▸ **WHAT YOU HAVE TO DO**
Wherever the word "Pilar" occurs in the listing below, copy that whole line.
__________
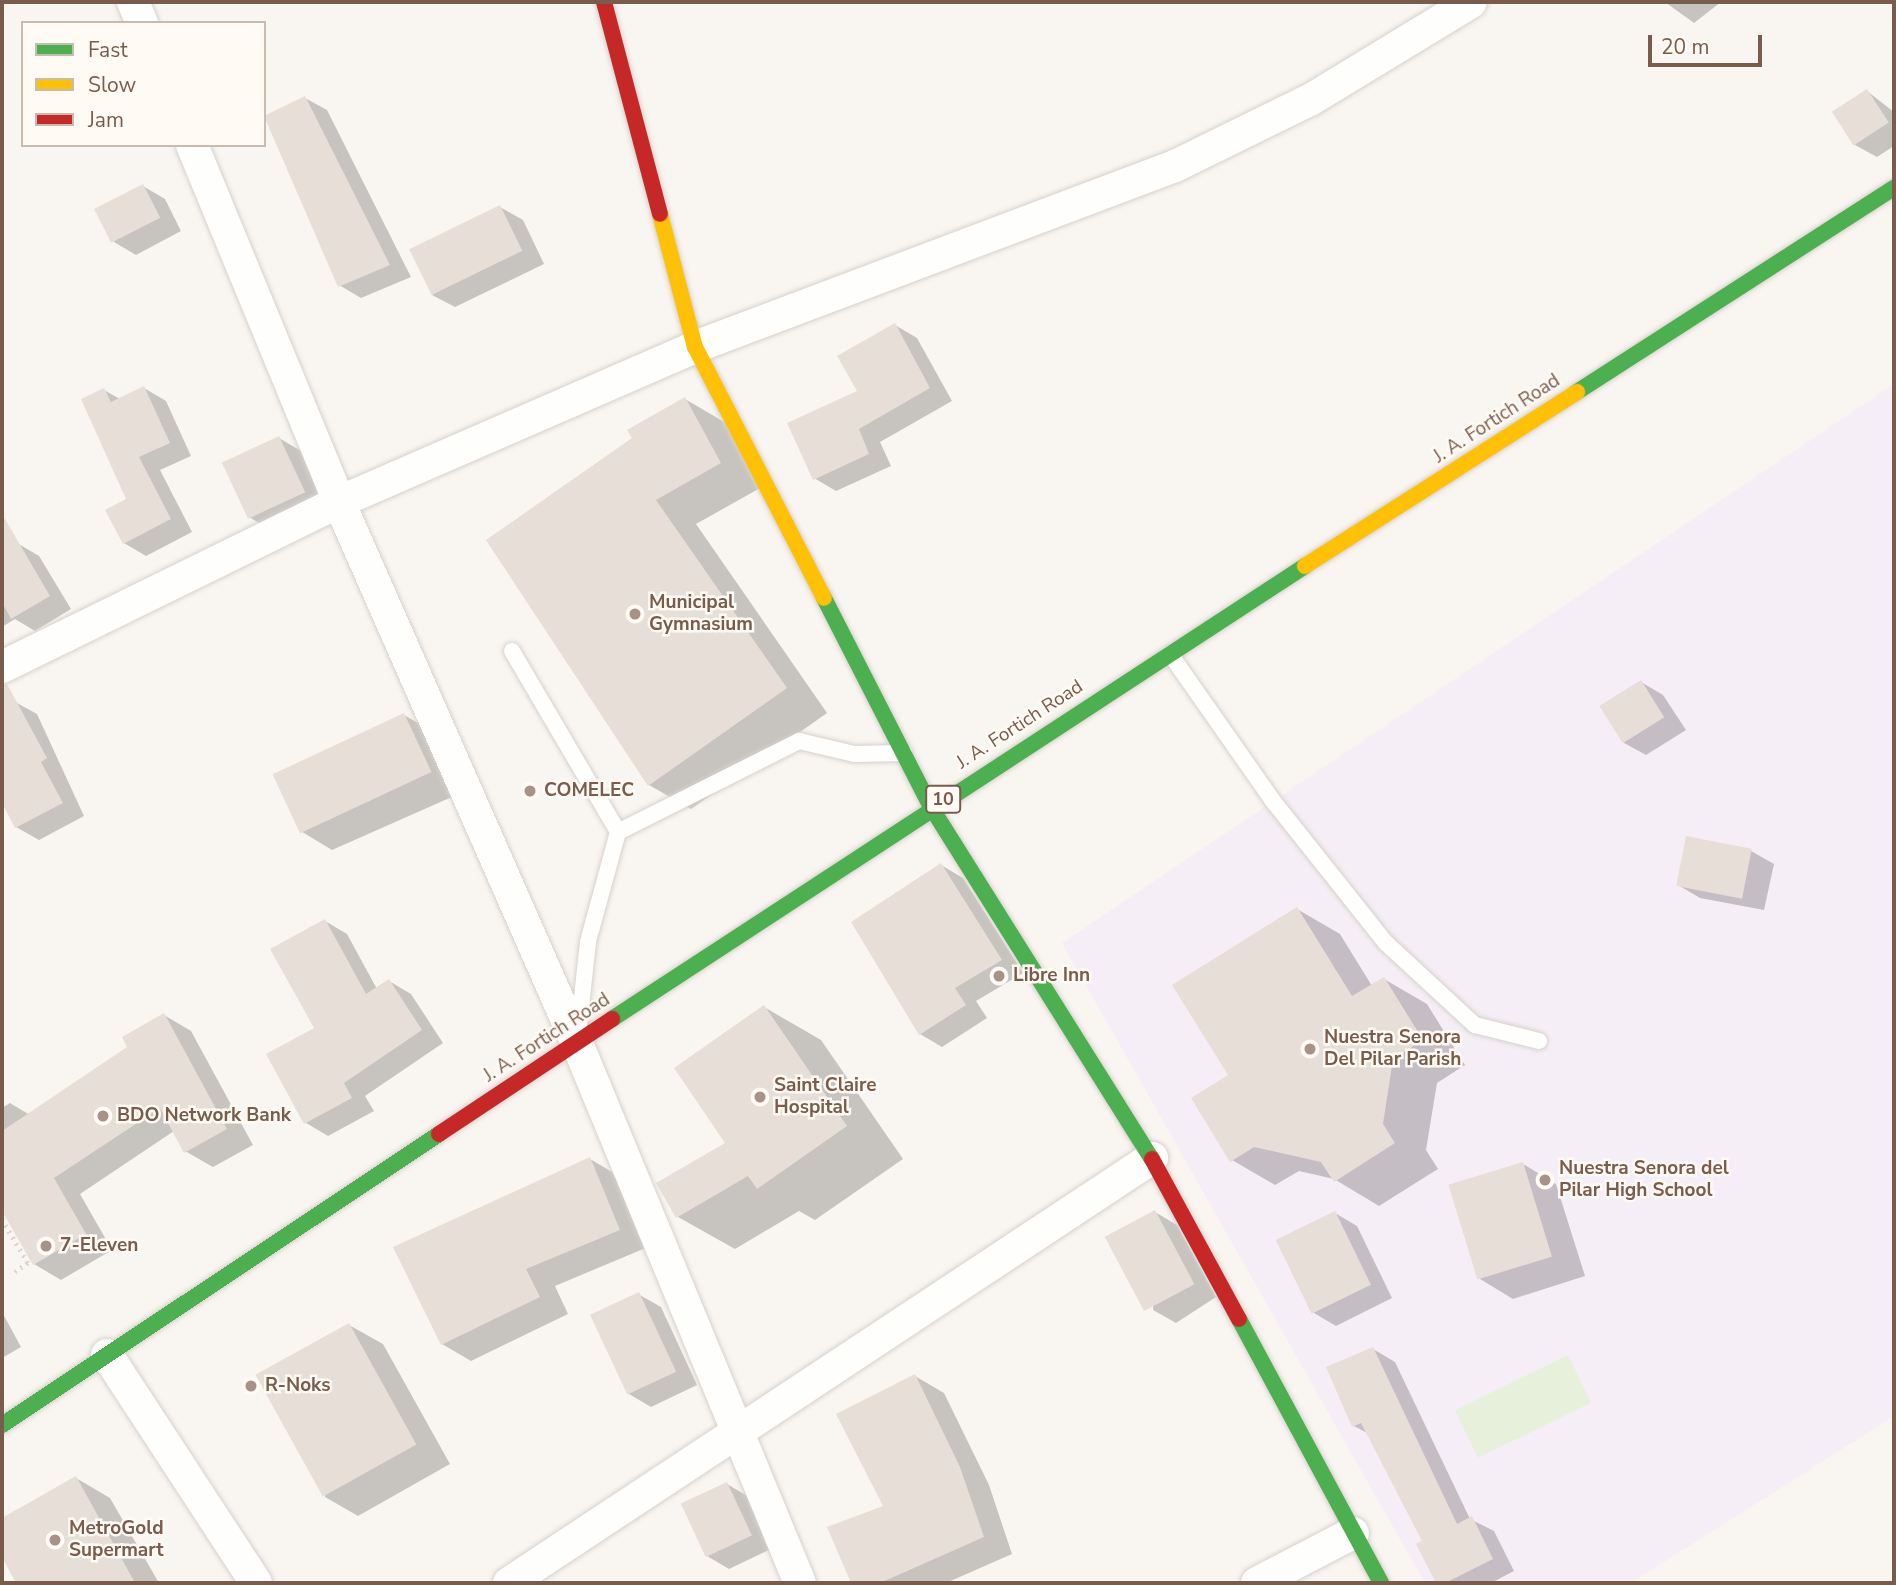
<!DOCTYPE html>
<html>
<head>
<meta charset="utf-8">
<style>
  body { margin:0 }
  #map { position:relative; width:1896px; height:1585px; overflow:hidden; background:#f9f5f0; font-family:"Nunito Sans",sans-serif }
  div>[style] { position:absolute }
  .education>* { inset:0; background:#f6eef6 }
  .green>* { inset:0; background:#e7f0db; transform-origin:0 0 }
  .shadow>* { inset:0; background:#0003 }
  .building>* { inset:0; background:#e6ded7; transform-origin:0 0 }
  .path>* { height:4.5px; margin-top:-2.25px; transform-origin:0; background:repeating-linear-gradient(90deg,#dcd5d0 0 2px,transparent 0 7px) }
  .roads { filter:drop-shadow(0 0 2px #d7d1cb) drop-shadow(0 0 2px #d7d1cb) }
  .lane>* { height:16px; margin:-8px; padding:0 8px; transform-origin:8px; border-radius:8px; background:#fefefd }
  .street>* { height:32px; margin:-16px; padding:0 16px; transform-origin:16px; border-radius:16px; background:#fefefd }
  .fast>* { height:16px; margin:-8px; padding:0 8px; transform-origin:8px; border-radius:8px; background:#4caf50 }
  .slow>* { height:16px; margin:-8px; padding:0 8px; transform-origin:8px; border-radius:8px; background:#ffc107 }
  .jam>* { height:16px; margin:-8px; padding:0 8px; transform-origin:8px; border-radius:8px; background:#c62828 }
  .dots>* { width:19px; height:19px; translate:-50% -50%; box-sizing:border-box; border:4px solid #fffaf3; border-radius:50% }
  span { translate:-50% -50%; white-space:nowrap; text-align:center; line-height:1.15; -webkit-text-stroke:5px #fffaf3; paint-order:stroke }
  .shield-label span { padding:2px 5px; background:#fffaf3; border:2px solid; border-radius:5px; -webkit-text-stroke-width:0 }
  .shield-label { font-size:18px; color:#7a5c4d; font-weight:700 }
  .street-label { font-size:19px; color:#7a5c4d }
  .poi-label { font-size:19px; color:#7a5c4d; font-weight:700 }
  .left { translate:0 -50%; text-align:left }
  .frame { position:absolute; inset:0; border:4px solid #7a5c4d; pointer-events:none }
  .legend { position:absolute; left:21px; top:21px; width:245px; height:126px; box-sizing:border-box; background:#fffaf3; border:2px solid #cabbb1; margin:0; padding:9px 12px; list-style:none; font-size:21px; color:#7a5c4d }
  .legend li { display:flex; align-items:center; gap:14px; height:35px }
  .legend b { width:35px; border:2px solid #cabbb1 }
  .scale { position:absolute; left:1648px; top:35px; width:114px; height:32px; box-sizing:border-box; border:4px solid #7a5c4d; border-top:0; padding-left:9px; font-size:21px; line-height:24px; white-space:nowrap; color:#7a5c4d; -webkit-text-stroke:5px #fffaf3; paint-order:stroke }
</style>
</head>
<body>
<div id="map">
  <div class="education">
    <div style="clip-path:polygon(1894px 384px,1894px 1416px,1631px 1583px,1425px 1583px,1062px 943px)"></div>
  </div>
  <div class="green">
    <div style="left:1568px;top:1355px;width:53px;height:126px;rotate:64deg"></div>
  </div>
  <div class="shadow">
    <div style="clip-path:polygon(1665px 2px,1721px 2px,1694px 23px)"></div>
    <div style="clip-path:polygon(1867px 91px,1894px 112px,1894px 146px,1877px 157px,1855px 145px)"></div>
    <div style="clip-path:polygon(305px 98px,327px 110px,411px 277px,361px 298px,339px 285px)"></div>
    <div style="clip-path:polygon(143px 186px,165px 199px,181px 231px,136px 255px,114px 242px)"></div>
    <div style="clip-path:polygon(500px 207px,523px 220px,544px 264px,455px 307px,432px 295px)"></div>
    <div style="clip-path:polygon(895px 325px,917px 338px,952px 401px,880px 442px,891px 466px,836px 491px,814px 478px)"></div>
    <div style="clip-path:polygon(144px 388px,166px 401px,191px 456px,160px 470px,192px 532px,146px 556px,124px 543px,128px 499px,104px 390px,120px 399px)"></div>
    <div style="clip-path:polygon(685px 399px,726px 423px,762px 487px,696px 524px,827px 713px,691px 809px,649px 785px,634px 439px)"></div>
    <div style="clip-path:polygon(279px 438px,301px 451px,326px 505px,271px 530px,249px 517px)"></div>
    <div style="clip-path:polygon(17px 543px,39px 556px,71px 609px,35px 631px,15px 619px,2px 627px,2px 552px)"></div>
    <div style="clip-path:polygon(1641px 682px,1663px 695px,1686px 730px,1646px 755px,1624px 743px)"></div>
    <div style="clip-path:polygon(15px 702px,37px 714px,84px 816px,39px 840px,16px 827px,2px 801px,2px 709px)"></div>
    <div style="clip-path:polygon(404px 715px,438px 734px,463px 792px,332px 850px,299px 830px)"></div>
    <div style="clip-path:polygon(1751px 851px,1774px 864px,1764px 910px,1700px 898px,1678px 885px)"></div>
    <div style="clip-path:polygon(941px 865px,963px 878px,1023px 973px,976px 1001px,987px 1018px,942px 1047px,920px 1034px)"></div>
    <div style="clip-path:polygon(1297px 909px,1340px 934px,1372px 986px,1384px 979px,1427px 1004px,1465px 1065px,1437px 1083px,1426px 1150px,1438px 1169px,1379px 1206px,1334px 1179px,1299px 1171px,1275px 1185px,1232px 1160px,1230px 1075px)"></div>
    <div style="clip-path:polygon(325px 921px,347px 934px,377px 989px,389px 981px,411px 994px,443px 1043px,365px 1096px,374px 1111px,328px 1136px,306px 1123px)"></div>
    <div style="clip-path:polygon(764px 1007px,821px 1040px,903px 1159px,815px 1220px,799px 1211px,735px 1249px,678px 1217px,728px 1144px)"></div>
    <div style="clip-path:polygon(164px 1015px,191px 1031px,253px 1145px,213px 1167px,185px 1151px,174px 1131px,80px 1194px,112px 1250px,61px 1280px,34px 1264px,2px 1208px,2px 1108px,10px 1103px,30px 1115px,129px 1048px)"></div>
    <div style="clip-path:polygon(590px 1159px,619px 1176px,648px 1247px,555px 1286px,568px 1314px,471px 1361px,442px 1344px)"></div>
    <div style="clip-path:polygon(1523px 1164px,1556px 1184px,1585px 1276px,1513px 1299px,1480px 1279px)"></div>
    <div style="clip-path:polygon(1155px 1212px,1177px 1225px,1216px 1297px,1176px 1323px,1153px 1310px)"></div>
    <div style="clip-path:polygon(1335px 1213px,1357px 1226px,1392px 1298px,1336px 1326px,1314px 1313px)"></div>
    <div style="clip-path:polygon(638px 1294px,661px 1307px,697px 1385px,651px 1407px,629px 1394px)"></div>
    <div style="clip-path:polygon(2px 1312px,21px 1347px,2px 1358px)"></div>
    <div style="clip-path:polygon(349px 1325px,383px 1344px,450px 1464px,358px 1516px,325px 1497px)"></div>
    <div style="clip-path:polygon(1373px 1349px,1395px 1362px,1470px 1519px,1494px 1531px,1514px 1571px,1491px 1583px,1438px 1583px,1419px 1545px,1424px 1542px,1369px 1434px,1354px 1426px)"></div>
    <div style="clip-path:polygon(915px 1376px,944px 1393px,989px 1485px,1012px 1554px,946px 1583px,853px 1583px,830px 1528px,885px 1507px)"></div>
    <div style="clip-path:polygon(76px 1478px,110px 1498px,159px 1583px,18px 1583px,2px 1553px,2px 1520px)"></div>
    <div style="clip-path:polygon(727px 1484px,749px 1497px,773px 1548px,729px 1569px,707px 1556px)"></div>
  </div>
  <div class="building">
    <div style="left:1867px;top:89px;width:40px;height:42px;rotate:57deg"></div>
    <div style="clip-path:polygon(305px 96px,390px 265px,338px 287px,264px 116px)"></div>
    <div style="left:143px;top:184px;width:38px;height:55px;rotate:63deg"></div>
    <div style="left:500px;top:205px;width:51px;height:101px;rotate:64deg"></div>
    <div style="clip-path:polygon(895px 323px,930px 388px,859px 429px,869px 454px,813px 480px,787px 423px,857px 391px,837px 356px)"></div>
    <div style="clip-path:polygon(144px 386px,170px 443px,139px 457px,171px 519px,123px 544px,105px 510px,126px 499px,81px 399px,104px 388px,111px 402px)"></div>
    <div style="clip-path:polygon(685px 397px,721px 463px,656px 500px,787px 688px,648px 786px,486px 540px,632px 438px,627px 430px)"></div>
    <div style="left:279px;top:436px;width:62px;height:63px;rotate:65deg"></div>
    <div style="clip-path:polygon(2px 514px,50px 596px,11px 619px,2px 602px)"></div>
    <div style="left:1641px;top:680px;width:44px;height:49px;rotate:58deg"></div>
    <div style="clip-path:polygon(7px 684px,47px 758px,41px 762px,63px 803px,15px 828px,2px 803px,2px 685px)"></div>
    <div style="left:404px;top:713px;width:65px;height:145px;rotate:65deg"></div>
    <div style="left:1686px;top:836px;width:67px;height:51px;rotate:11deg"></div>
    <div style="clip-path:polygon(941px 863px,1002px 960px,955px 988px,966px 1005px,919px 1035px,851px 922px)"></div>
    <div style="clip-path:polygon(1297px 907px,1352px 996px,1384px 977px,1423px 1040px,1393px 1059px,1383px 1124px,1395px 1143px,1334px 1182px,1321px 1162px,1254px 1147px,1230px 1162px,1191px 1098px,1228px 1075px,1172px 985px)"></div>
    <div style="clip-path:polygon(325px 919px,366px 994px,389px 979px,422px 1030px,344px 1083px,352px 1098px,304px 1124px,266px 1054px,314px 1028px,270px 949px)"></div>
    <div style="clip-path:polygon(764px 1005px,847px 1126px,757px 1189px,748px 1176px,676px 1218px,656px 1183px,725px 1143px,674px 1068px)"></div>
    <div style="clip-path:polygon(164px 1013px,227px 1129px,184px 1153px,160px 1108px,54px 1178px,86px 1234px,33px 1265px,2px 1211px,2px 1131px,127px 1047px,122px 1037px)"></div>
    <div style="clip-path:polygon(590px 1157px,620px 1230px,526px 1269px,540px 1297px,441px 1345px,393px 1247px)"></div>
    <div style="left:1523px;top:1162px;width:99px;height:78px;rotate:73deg"></div>
    <div style="left:1155px;top:1210px;width:84px;height:57px;rotate:62deg"></div>
    <div style="left:1335px;top:1211px;width:82px;height:66px;rotate:64deg"></div>
    <div style="left:639px;top:1292px;width:88px;height:54px;rotate:65deg"></div>
    <div style="left:349px;top:1323px;width:139px;height:107px;rotate:61deg"></div>
    <div style="clip-path:polygon(1373px 1347px,1457px 1524px,1472px 1516px,1493px 1559px,1445px 1583px,1436px 1583px,1416px 1544px,1422px 1541px,1361px 1423px,1352px 1427px,1326px 1367px)"></div>
    <div style="clip-path:polygon(915px 1374px,960px 1467px,984px 1537px,880px 1583px,851px 1583px,827px 1527px,883px 1506px,836px 1414px)"></div>
    <div style="clip-path:polygon(76px 1476px,135px 1583px,16px 1583px,2px 1557px,2px 1518px)"></div>
    <div style="left:727px;top:1482px;width:59px;height:51px;rotate:65deg"></div>
  </div>
  <div class="path">
    <div style="left:2px;top:1219px;width:51px;rotate:59.4deg"></div>
    <div style="left:28px;top:1263px;width:16px;rotate:145deg"></div>
  </div>
  <div class="roads">
    <div class="lane">
      <div style="left:512px;top:651px;width:210px;rotate:59.6deg"></div>
      <div style="left:618px;top:832px;width:114px;rotate:105.3deg"></div>
      <div style="left:588px;top:942px;width:93px;rotate:96.2deg"></div>
      <div style="left:1170px;top:654px;width:179px;rotate:55deg"></div>
      <div style="left:1273px;top:801px;width:181px;rotate:51.5deg"></div>
      <div style="left:1386px;top:943px;width:121px;rotate:42.7deg"></div>
      <div style="left:1475px;top:1025px;width:66px;rotate:14deg"></div>
      <div style="left:618px;top:832px;width:203px;rotate:-26.7deg"></div>
      <div style="left:799px;top:741px;width:57px;rotate:13.1deg"></div>
      <div style="left:855px;top:754px;width:49px;rotate:-1.2deg"></div>
    </div>
    <div class="street">
      <div style="left:133px;top:2px;width:23px;rotate:67deg"></div>
      <div style="left:192px;top:145px;width:386px;rotate:67.6deg"></div>
      <div style="left:339px;top:502px;width:591px;rotate:66.25deg"></div>
      <div style="left:577px;top:1043px;width:584px;rotate:67.56deg"></div>
      <div style="left:2px;top:667px;width:375px;rotate:-26.1deg"></div>
      <div style="left:339px;top:502px;width:388px;rotate:-23.5deg"></div>
      <div style="left:695px;top:347px;width:513px;rotate:-20.66deg"></div>
      <div style="left:1175px;top:166px;width:150px;rotate:-26.1deg"></div>
      <div style="left:1310px;top:100px;width:188px;rotate:-31.3deg"></div>
      <div style="left:107px;top:1355px;width:272px;rotate:56.8deg"></div>
      <div style="left:509px;top:1583px;width:771px;rotate:-33.46deg"></div>
      <div style="left:1257px;top:1583px;width:108px;rotate:-27.5deg"></div>
    </div>
    <div class="fast">
      <div style="left:1577px;top:392px;width:377px;rotate:-32.8deg"></div>
      <div style="left:824px;top:598px;width:235px;rotate:62.9deg"></div>
      <div style="left:931px;top:807px;width:416px;rotate:57.9deg"></div>
      <div style="left:612px;top:1019px;width:828px;rotate:-33.17deg"></div>
      <div style="left:1239px;top:1319px;width:300px;rotate:61.7deg"></div>
      <div style="left:2px;top:1425px;width:525px;rotate:-33.66deg"></div>
    </div>
    <div class="slow">
      <div style="left:660px;top:214px;width:138px;rotate:75.3deg"></div>
      <div style="left:695px;top:347px;width:282px;rotate:62.8deg"></div>
      <div style="left:1305px;top:566px;width:323px;rotate:-32.6deg"></div>
    </div>
    <div class="jam">
      <div style="left:604px;top:2px;width:219px;rotate:75.2deg"></div>
      <div style="left:439px;top:1134px;width:208px;rotate:-33.6deg"></div>
      <div style="left:1152px;top:1159px;width:182px;rotate:61.5deg"></div>
    </div>
  </div>
  <div class="dots">
    <div style="left:635px;top:614px;background:#a69286"></div>
    <div style="left:530px;top:791px;background:#a69286"></div>
    <div style="left:999px;top:976px;background:#a69286"></div>
    <div style="left:1310px;top:1049px;background:#a69286"></div>
    <div style="left:760px;top:1097px;background:#a69286"></div>
    <div style="left:103px;top:1116px;background:#a69286"></div>
    <div style="left:1545px;top:1180px;background:#a69286"></div>
    <div style="left:46px;top:1246px;background:#a69286"></div>
    <div style="left:251px;top:1386px;background:#a69286"></div>
    <div style="left:55px;top:1540px;background:#a69286"></div>
  </div>
  <div class="shield-label">
    <span style="left:943px;top:799px">10</span>
  </div>
  <div class="street-label">
    <span style="left:1497px;top:419px;rotate:-33deg">J. A. Fortich Road</span>
    <span style="left:1020px;top:725px;rotate:-33deg">J. A. Fortich Road</span>
    <span style="left:547px;top:1038px;rotate:-33deg">J. A. Fortich Road</span>
  </div>
  <div class="poi-label">
    <span class="left" style="left:649px;top:614px">Municipal<br>Gymnasium</span>
    <span class="left" style="left:544px;top:791px">COMELEC</span>
    <span class="left" style="left:1013px;top:976px">Libre Inn</span>
    <span class="left" style="left:1324px;top:1049px">Nuestra Senora<br>Del Pilar Parish</span>
    <span class="left" style="left:774px;top:1097px">Saint Claire<br>Hospital</span>
    <span class="left" style="left:117px;top:1116px">BDO Network Bank</span>
    <span class="left" style="left:1559px;top:1180px">Nuestra Senora del<br>Pilar High School</span>
    <span class="left" style="left:60px;top:1246px">7-Eleven</span>
    <span class="left" style="left:265px;top:1386px">R-Noks</span>
    <span class="left" style="left:69px;top:1540px">MetroGold<br>Supermart</span>
  </div>
  <div class="frame"></div>
  <ul class="legend">
  <li><b style="height:9px;background:#4caf50"></b>Fast</li>
  <li><b style="height:9px;background:#ffc107"></b>Slow</li>
  <li><b style="height:9px;background:#c62828"></b>Jam</li>
  </ul>
  <div class="scale">20 m</div>
</div>
</body>
</html>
__________
▸ **EXPECTED ANSWER**
    <span class="left" style="left:1324px;top:1049px">Nuestra Senora<br>Del Pilar Parish</span>
    <span class="left" style="left:1559px;top:1180px">Nuestra Senora del<br>Pilar High School</span>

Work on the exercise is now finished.